## [The task]
Report each line of the records below that uses the word "Мирослава".

Dataset entries:

——————————

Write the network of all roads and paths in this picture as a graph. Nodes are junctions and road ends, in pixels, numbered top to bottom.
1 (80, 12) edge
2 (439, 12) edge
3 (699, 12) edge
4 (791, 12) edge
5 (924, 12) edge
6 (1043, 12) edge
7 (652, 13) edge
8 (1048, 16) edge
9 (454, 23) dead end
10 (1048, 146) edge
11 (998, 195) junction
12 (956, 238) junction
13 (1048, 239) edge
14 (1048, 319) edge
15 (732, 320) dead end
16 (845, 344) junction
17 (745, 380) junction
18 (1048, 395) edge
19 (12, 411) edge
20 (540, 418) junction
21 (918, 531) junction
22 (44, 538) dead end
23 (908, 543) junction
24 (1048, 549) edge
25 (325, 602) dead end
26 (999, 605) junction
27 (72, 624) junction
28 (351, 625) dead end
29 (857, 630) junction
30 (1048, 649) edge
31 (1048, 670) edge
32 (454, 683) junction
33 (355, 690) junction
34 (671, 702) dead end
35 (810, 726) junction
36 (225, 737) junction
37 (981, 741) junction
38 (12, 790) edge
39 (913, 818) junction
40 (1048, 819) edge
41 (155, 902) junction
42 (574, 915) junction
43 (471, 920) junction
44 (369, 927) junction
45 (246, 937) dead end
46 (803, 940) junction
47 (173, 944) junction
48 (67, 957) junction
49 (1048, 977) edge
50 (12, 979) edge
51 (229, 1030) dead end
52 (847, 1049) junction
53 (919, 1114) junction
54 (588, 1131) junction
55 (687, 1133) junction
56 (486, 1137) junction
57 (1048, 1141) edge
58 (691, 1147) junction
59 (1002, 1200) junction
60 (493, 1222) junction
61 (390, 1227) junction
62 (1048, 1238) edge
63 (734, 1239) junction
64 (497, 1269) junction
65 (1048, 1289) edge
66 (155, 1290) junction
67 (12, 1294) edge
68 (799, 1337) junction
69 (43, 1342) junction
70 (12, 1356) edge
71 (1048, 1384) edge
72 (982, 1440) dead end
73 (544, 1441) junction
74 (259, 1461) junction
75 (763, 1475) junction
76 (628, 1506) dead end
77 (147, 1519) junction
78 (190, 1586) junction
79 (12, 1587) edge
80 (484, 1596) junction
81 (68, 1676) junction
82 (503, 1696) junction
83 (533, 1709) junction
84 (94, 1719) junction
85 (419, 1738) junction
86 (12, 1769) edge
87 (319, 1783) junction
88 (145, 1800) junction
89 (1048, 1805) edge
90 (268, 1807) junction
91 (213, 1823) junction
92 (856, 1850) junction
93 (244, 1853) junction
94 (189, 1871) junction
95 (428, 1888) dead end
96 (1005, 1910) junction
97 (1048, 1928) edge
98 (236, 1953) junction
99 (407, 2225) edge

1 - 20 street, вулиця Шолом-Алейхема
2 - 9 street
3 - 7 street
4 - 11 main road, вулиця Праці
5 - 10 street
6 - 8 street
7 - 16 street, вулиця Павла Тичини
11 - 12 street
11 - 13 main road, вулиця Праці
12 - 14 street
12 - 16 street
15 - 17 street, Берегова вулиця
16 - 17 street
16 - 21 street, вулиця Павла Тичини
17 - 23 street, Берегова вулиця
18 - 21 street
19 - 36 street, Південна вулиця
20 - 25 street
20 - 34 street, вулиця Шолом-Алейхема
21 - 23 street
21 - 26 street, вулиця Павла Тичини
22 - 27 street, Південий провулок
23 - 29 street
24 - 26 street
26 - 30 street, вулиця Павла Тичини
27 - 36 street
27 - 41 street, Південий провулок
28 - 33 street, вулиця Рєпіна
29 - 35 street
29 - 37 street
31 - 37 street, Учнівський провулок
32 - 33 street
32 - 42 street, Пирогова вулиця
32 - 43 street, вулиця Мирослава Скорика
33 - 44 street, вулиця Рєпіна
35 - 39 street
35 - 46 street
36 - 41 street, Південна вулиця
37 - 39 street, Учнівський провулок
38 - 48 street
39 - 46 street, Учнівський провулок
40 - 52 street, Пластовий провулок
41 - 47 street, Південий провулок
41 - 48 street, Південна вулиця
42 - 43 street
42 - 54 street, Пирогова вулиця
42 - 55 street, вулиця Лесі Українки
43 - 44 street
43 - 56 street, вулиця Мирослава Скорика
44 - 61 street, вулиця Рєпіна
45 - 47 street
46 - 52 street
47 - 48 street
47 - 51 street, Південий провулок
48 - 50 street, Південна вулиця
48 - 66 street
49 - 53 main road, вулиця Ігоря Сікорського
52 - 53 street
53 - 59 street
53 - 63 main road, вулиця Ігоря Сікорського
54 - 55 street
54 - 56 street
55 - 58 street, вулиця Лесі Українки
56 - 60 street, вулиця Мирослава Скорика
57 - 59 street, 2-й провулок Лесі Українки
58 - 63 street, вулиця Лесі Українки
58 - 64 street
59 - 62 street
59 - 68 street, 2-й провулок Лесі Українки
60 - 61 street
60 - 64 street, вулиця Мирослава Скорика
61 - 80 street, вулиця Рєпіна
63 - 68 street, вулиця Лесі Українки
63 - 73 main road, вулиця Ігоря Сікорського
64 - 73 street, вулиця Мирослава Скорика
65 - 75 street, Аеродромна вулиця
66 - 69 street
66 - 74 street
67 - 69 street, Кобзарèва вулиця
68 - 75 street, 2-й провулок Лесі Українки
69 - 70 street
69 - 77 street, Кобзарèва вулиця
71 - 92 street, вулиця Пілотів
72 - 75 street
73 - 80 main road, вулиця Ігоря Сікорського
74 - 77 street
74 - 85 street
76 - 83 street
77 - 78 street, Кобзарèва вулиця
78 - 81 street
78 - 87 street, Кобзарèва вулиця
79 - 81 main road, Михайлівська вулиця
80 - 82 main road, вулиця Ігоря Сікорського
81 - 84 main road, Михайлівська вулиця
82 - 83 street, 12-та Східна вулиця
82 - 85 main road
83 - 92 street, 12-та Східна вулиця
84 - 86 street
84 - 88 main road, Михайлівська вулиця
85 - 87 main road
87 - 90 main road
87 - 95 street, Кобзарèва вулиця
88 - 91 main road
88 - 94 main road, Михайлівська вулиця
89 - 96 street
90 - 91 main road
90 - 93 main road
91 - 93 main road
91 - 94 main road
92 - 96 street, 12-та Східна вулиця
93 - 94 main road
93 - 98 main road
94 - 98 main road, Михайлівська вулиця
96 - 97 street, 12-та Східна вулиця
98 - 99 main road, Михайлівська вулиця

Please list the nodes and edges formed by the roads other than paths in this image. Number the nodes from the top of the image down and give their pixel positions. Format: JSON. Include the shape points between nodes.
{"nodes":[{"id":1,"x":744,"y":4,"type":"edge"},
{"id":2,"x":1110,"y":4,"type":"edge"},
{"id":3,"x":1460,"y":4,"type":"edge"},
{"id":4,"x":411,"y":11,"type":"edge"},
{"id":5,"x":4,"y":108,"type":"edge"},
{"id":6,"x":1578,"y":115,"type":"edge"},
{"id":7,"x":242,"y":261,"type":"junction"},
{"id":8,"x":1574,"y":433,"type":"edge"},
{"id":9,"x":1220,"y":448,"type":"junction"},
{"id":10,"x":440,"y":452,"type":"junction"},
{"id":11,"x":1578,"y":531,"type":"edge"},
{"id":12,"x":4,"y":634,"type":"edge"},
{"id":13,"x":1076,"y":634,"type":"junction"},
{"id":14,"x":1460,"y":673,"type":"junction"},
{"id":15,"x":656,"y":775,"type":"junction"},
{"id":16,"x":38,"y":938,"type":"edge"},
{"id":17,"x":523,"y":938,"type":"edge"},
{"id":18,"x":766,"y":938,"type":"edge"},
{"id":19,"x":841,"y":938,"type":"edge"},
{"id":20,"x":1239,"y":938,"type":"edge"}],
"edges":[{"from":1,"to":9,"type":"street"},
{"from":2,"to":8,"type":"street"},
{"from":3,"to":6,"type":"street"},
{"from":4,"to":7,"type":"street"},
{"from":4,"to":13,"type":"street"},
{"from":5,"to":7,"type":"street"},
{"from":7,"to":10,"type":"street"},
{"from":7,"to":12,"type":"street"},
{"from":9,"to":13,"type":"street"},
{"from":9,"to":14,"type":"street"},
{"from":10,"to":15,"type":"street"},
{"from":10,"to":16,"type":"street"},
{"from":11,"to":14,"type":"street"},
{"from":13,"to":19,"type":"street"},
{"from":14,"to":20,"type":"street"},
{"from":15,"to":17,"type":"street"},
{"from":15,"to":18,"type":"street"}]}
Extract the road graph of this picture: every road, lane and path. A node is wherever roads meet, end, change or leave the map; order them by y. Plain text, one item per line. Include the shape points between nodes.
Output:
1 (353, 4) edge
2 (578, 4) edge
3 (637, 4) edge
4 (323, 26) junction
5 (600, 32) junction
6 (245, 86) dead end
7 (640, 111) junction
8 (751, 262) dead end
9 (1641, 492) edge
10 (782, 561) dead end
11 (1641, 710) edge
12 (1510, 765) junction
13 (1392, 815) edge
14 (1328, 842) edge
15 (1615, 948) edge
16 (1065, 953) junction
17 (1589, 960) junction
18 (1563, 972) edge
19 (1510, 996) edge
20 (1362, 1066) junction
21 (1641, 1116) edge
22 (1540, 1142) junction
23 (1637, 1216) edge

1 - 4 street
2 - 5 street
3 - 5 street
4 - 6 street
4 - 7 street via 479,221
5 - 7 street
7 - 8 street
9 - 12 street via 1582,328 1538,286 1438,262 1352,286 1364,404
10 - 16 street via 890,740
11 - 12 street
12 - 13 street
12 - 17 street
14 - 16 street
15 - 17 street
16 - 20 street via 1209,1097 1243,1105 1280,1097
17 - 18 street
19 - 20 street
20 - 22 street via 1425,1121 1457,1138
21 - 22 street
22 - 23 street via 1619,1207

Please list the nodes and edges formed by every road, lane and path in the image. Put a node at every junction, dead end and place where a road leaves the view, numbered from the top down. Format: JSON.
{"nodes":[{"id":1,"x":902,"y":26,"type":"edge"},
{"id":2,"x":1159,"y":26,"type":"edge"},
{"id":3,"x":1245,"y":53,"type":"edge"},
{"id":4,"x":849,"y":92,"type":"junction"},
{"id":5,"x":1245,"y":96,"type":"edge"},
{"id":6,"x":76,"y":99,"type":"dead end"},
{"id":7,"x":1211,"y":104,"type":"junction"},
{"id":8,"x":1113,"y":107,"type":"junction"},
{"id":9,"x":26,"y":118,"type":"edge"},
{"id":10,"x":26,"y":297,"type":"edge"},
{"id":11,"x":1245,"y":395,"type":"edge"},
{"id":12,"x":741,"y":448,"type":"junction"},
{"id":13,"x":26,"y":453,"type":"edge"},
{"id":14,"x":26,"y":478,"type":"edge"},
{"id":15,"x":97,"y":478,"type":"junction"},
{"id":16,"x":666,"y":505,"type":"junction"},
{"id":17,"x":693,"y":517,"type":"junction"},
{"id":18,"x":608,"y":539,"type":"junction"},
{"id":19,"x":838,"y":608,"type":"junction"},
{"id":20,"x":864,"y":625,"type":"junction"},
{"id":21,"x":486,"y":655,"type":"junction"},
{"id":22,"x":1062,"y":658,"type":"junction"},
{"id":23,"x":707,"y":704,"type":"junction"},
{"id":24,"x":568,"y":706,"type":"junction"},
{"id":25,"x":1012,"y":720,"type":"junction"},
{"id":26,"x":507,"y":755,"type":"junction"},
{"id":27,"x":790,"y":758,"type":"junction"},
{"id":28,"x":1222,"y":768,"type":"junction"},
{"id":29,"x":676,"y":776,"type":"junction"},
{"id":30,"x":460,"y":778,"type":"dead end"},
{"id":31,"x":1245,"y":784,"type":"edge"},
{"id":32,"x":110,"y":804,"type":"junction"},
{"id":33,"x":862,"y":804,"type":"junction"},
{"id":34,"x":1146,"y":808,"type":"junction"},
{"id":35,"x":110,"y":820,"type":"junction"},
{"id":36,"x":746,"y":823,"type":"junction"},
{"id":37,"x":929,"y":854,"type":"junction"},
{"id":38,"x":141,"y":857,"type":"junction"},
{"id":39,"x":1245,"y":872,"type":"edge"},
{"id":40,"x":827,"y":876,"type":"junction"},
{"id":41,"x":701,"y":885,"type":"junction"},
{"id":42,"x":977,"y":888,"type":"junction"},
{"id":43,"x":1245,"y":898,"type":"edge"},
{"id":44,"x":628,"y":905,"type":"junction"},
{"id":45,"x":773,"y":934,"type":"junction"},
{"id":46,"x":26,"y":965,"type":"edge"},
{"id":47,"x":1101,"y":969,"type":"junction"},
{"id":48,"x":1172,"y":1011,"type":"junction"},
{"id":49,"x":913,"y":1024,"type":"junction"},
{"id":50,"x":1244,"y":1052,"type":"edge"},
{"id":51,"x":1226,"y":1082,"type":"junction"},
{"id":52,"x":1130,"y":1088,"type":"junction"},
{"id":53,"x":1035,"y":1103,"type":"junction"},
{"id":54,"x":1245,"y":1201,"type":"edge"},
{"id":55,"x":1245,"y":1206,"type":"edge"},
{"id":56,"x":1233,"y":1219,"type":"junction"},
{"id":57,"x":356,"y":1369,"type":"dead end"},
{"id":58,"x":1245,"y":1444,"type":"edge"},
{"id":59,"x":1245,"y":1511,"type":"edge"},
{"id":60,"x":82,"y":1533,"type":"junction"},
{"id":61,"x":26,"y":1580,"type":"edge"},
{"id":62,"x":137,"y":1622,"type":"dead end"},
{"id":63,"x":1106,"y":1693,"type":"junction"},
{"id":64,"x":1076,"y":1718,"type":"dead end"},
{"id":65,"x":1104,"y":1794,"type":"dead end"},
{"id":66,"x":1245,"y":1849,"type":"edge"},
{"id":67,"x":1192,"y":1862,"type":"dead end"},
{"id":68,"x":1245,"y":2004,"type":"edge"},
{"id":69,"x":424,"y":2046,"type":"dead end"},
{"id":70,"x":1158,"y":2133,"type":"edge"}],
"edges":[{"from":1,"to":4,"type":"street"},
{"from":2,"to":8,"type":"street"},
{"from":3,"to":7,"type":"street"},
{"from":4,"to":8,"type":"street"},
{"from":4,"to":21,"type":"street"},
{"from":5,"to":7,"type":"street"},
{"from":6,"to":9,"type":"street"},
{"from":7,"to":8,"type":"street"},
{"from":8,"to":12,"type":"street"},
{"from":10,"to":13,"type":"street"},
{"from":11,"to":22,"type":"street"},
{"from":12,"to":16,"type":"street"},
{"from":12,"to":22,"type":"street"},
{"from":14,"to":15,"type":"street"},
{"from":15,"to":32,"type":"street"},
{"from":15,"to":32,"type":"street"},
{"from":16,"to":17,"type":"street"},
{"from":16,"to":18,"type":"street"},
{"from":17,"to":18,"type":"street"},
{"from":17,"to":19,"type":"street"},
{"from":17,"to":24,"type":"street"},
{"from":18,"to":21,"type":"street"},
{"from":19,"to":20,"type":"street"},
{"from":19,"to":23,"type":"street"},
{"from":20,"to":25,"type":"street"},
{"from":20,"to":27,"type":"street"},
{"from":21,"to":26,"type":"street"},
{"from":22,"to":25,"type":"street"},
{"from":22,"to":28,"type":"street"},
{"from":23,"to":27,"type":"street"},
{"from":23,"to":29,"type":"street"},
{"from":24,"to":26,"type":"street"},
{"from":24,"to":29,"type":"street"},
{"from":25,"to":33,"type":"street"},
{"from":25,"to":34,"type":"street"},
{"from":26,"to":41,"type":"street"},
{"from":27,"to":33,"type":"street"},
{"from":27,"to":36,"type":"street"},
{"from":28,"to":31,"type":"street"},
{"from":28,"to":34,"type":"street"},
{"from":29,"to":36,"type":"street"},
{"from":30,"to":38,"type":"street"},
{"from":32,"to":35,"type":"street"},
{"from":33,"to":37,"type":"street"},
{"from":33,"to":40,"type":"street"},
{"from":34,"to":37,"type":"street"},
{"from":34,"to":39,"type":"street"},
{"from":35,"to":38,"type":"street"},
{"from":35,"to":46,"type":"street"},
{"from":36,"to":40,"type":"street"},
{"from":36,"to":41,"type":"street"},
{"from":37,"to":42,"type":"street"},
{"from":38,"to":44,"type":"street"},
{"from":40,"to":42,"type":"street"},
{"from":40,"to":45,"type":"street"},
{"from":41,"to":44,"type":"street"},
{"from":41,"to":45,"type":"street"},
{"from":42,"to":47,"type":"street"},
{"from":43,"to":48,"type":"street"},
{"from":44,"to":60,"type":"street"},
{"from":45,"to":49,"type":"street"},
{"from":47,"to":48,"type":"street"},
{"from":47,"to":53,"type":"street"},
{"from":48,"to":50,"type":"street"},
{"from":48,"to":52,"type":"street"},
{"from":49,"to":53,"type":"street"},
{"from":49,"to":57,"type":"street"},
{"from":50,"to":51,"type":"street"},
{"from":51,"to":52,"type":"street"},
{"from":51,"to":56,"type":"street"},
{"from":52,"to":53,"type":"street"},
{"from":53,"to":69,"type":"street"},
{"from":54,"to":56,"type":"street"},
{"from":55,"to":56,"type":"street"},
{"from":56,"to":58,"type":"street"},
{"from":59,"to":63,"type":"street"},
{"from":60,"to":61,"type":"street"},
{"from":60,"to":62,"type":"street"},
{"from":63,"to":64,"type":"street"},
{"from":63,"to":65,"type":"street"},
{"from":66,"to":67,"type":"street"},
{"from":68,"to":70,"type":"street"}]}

——————————

## [Result for this task]
32 - 43 street, вулиця Мирослава Скорика
43 - 56 street, вулиця Мирослава Скорика
56 - 60 street, вулиця Мирослава Скорика
60 - 64 street, вулиця Мирослава Скорика
64 - 73 street, вулиця Мирослава Скорика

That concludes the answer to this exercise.